Roundtable

A Passionate Witness

What Chateaubriand saw from beyond the grave.

By Anka Muhlstein

Wednesday, February 21, 2018

Chateaubriand's tomb, Saint-Malo, France c. 1890-1905. Library of Congress, Prints and Photographs Division, Photochrom Prints Collection.

Chateaubriand’s tomb, Saint-Malo, France c. 1890–1905. Library of Congress, Prints and Photographs Division, Photochrom Prints Collection.
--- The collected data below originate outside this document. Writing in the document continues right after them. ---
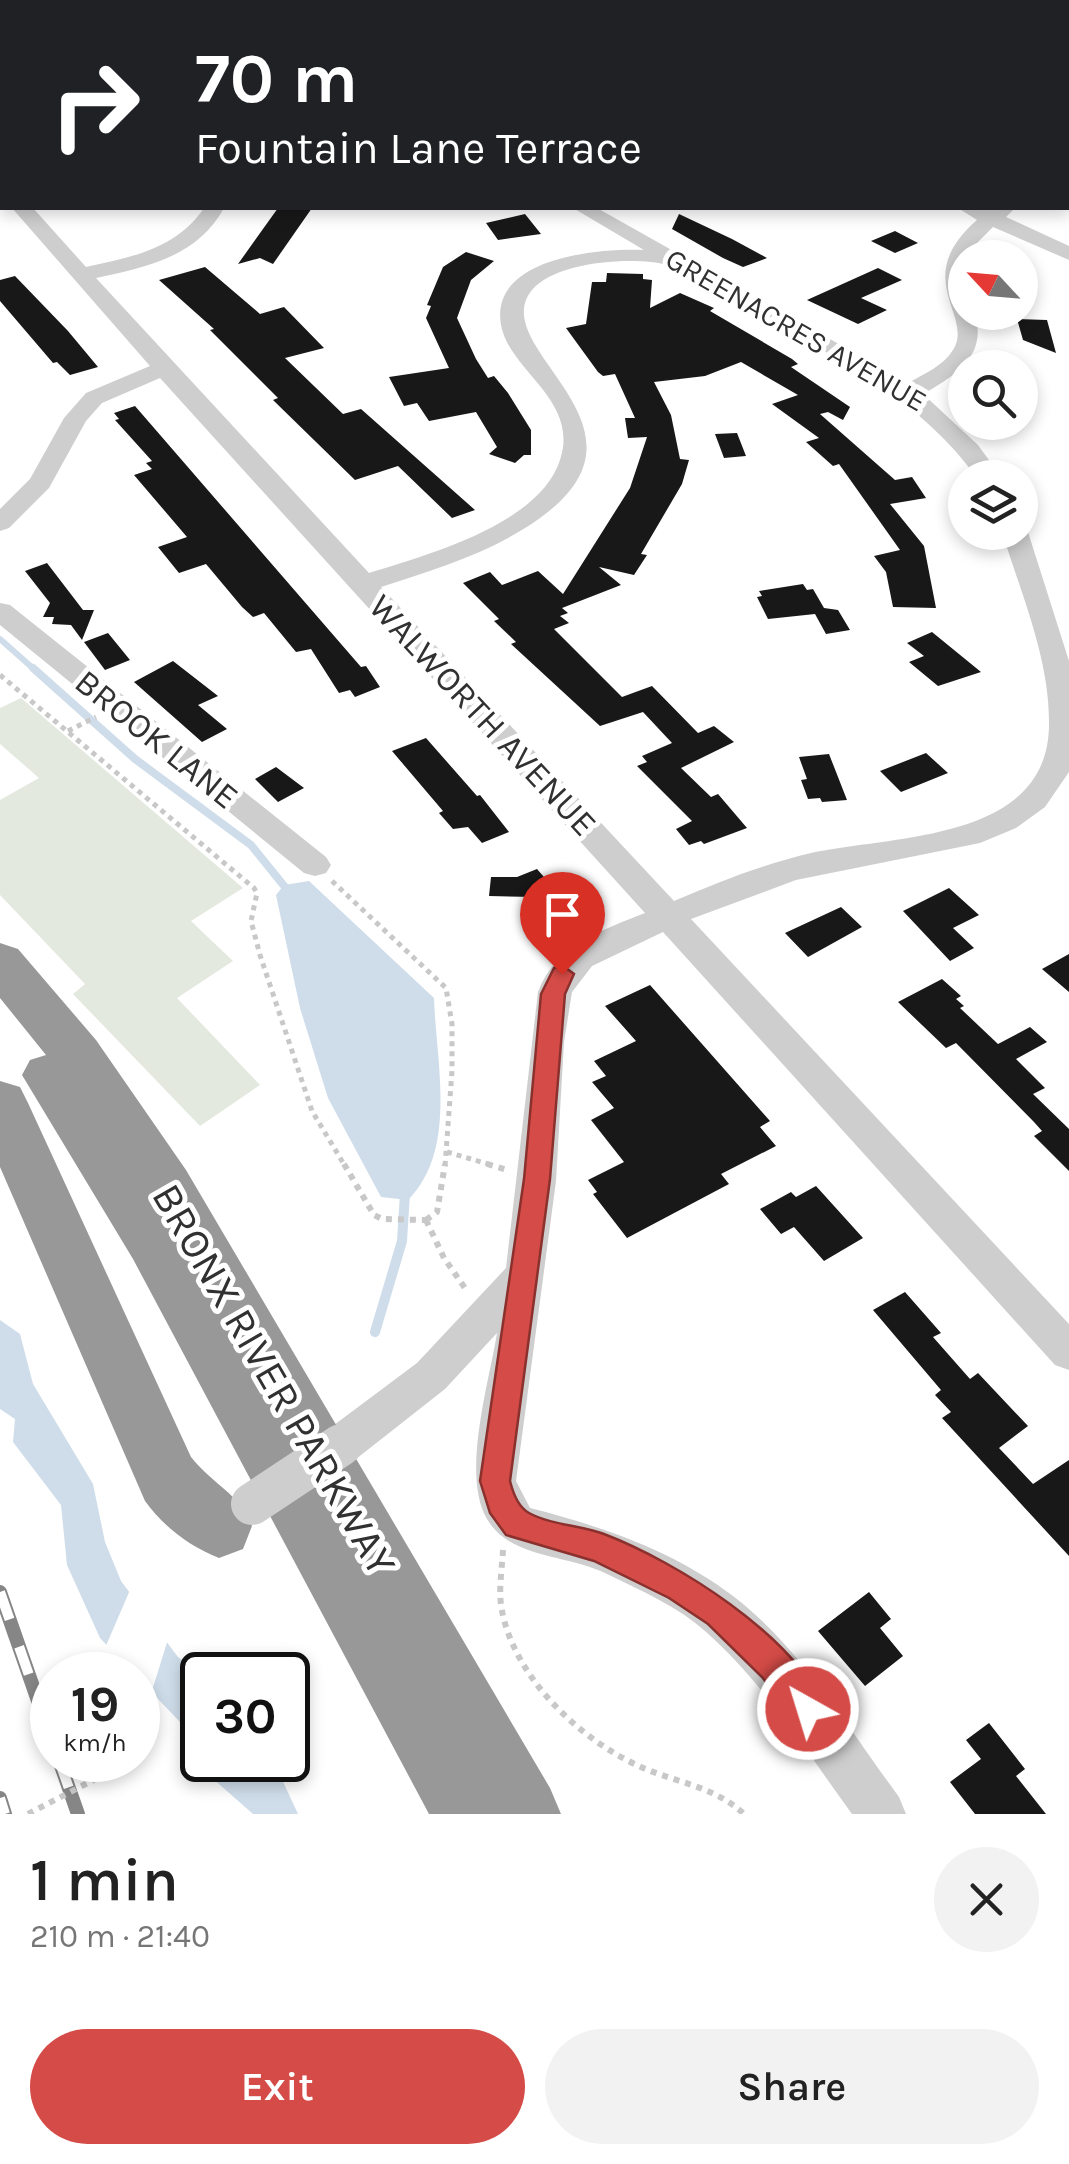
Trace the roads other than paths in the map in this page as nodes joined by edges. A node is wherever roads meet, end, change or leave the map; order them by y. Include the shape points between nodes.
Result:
1 (24, 210) edge
2 (213, 210) edge
3 (587, 210) edge
4 (999, 213) edge
5 (1069, 254) edge
6 (581, 257) junction
7 (678, 260) junction
8 (80, 274) junction
9 (164, 368) junction
10 (908, 392) junction
11 (976, 460) edge
12 (0, 523) edge
13 (1019, 550) edge
14 (363, 584) junction
15 (0, 611) edge
16 (316, 866) road end
17 (668, 916) junction
18 (0, 962) edge
19 (0, 1012) edge
20 (0, 1103) edge
21 (525, 1275) junction
22 (1069, 1352) edge
23 (236, 1515) joint
24 (470, 1814) edge
25 (524, 1814) edge
26 (882, 1814) edge

1 - 8 street, WALWORTH AVENUE
2 - 8 street via 180,247
3 - 6 street via 596,235
3 - 7 street, GREENACRES AVENUE
4 - 5 street
4 - 10 street via 966,244 958,263 965,353 948,373
6 - 7 street
6 - 14 street via 529,284 510,314 518,340 573,424 573,453 562,483 538,509 496,535
7 - 10 street, GREENACRES AVENUE
8 - 9 street, WALWORTH AVENUE
9 - 12 street via 94,398 40,482
9 - 14 street, WALWORTH AVENUE
10 - 11 street, GREENACRES AVENUE via 951,427
13 - 17 street via 1064,709 1061,756 1034,798 980,834 788,871
14 - 17 street, WALWORTH AVENUE
15 - 16 street, BROOK LANE
17 - 21 street via 593,951 557,984
17 - 22 street, WALWORTH AVENUE
18 - 25 highway, BRONX RIVER PARKWAY via 77,1055 166,1187
19 - 24 highway, BRONX RIVER PARKWAY via 60,1089 132,1203
20 - 23 highway via 168,1479 181,1496
21 - 23 street, bridge via 431,1376
21 - 26 street via 495,1481 508,1516 547,1535 599,1547 719,1613 785,1680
Born in 1768 during the reign of Louis XV, François-René de Chateaubriand died in 1848, a few months after the revolution that drove Louis-Philippe from the throne and paved the way to the reign of Napoleon III. Thus did Chateaubriand straddle not only two centuries but also two worlds, that of the ancien régime and that of the modern era. He was brought up in the solitude of a medieval castle, nestled in the woods of Brittany, by a father whose nostalgia for feudal times was unremitting. At eighteen, he left his family home and enlisted as a sublieutenant in the royal army and was thrown into the vortex of the most turbulent period of French history, a span of time marked by the Revolution of 1789, the downfall of the monarchy and the execution of the king, the advent of Napoleon Bonaparte and the empire, the restoration of the Bourbon dynasty after the definite defeat of Napoleon by the powers that joined in the Holy Alliance, its overthrow by the Revolution of July 1830, the inauguration of Louis-Philippe and the establishment of the July monarchy, and finally the birth of the short-lived Second Republic.

How did Chateaubriand live through and adapt to these tumultuous times? The brutal scenes he witnessed in Paris during the first months of the Revolution shattered him, and realizing that he had to leave France, at least temporarily, he resolved to sail to America in the hope of finding the elusive Northwest Passage. Like so many others, he failed in this undertaking, but the voyage was otherwise rewarding. He discovered American democracy and, more important yet for his particular sensibility and sometimes frenzied imagination, the splendor of the wilderness of the New World. However, as soon as he heard the news of the arrest of Louis XVI at Varennes, he decided to cut his American sojourn short and return to France. There he joined the army loyal to the king, which was swiftly defeated by the revolutionary forces.

Sick and wounded, Chateaubriand took refuge in England where, like many of his compatriots, he made a meager living as a tutor and translator of French. All the while he was working on the novels that would make him famous.

Order was finally restored in France during the Consulate, and Chateaubriand concluded that it would be safe for him to return to Paris. His novels, Atala and René, brought him success and distinction and gave him reason to hope that Bonaparte would find an appropriate role for him in the new regime. But after a promising start, Chateaubriand broke with a government that was becoming more and more authoritarian, and spent the remaining years of Napoleonic rule writing and traveling. He wandered through Italy and Greece, reached Jerusalem, and came back to Paris through Spain. These journeys provided indispensable material for his later oeuvre.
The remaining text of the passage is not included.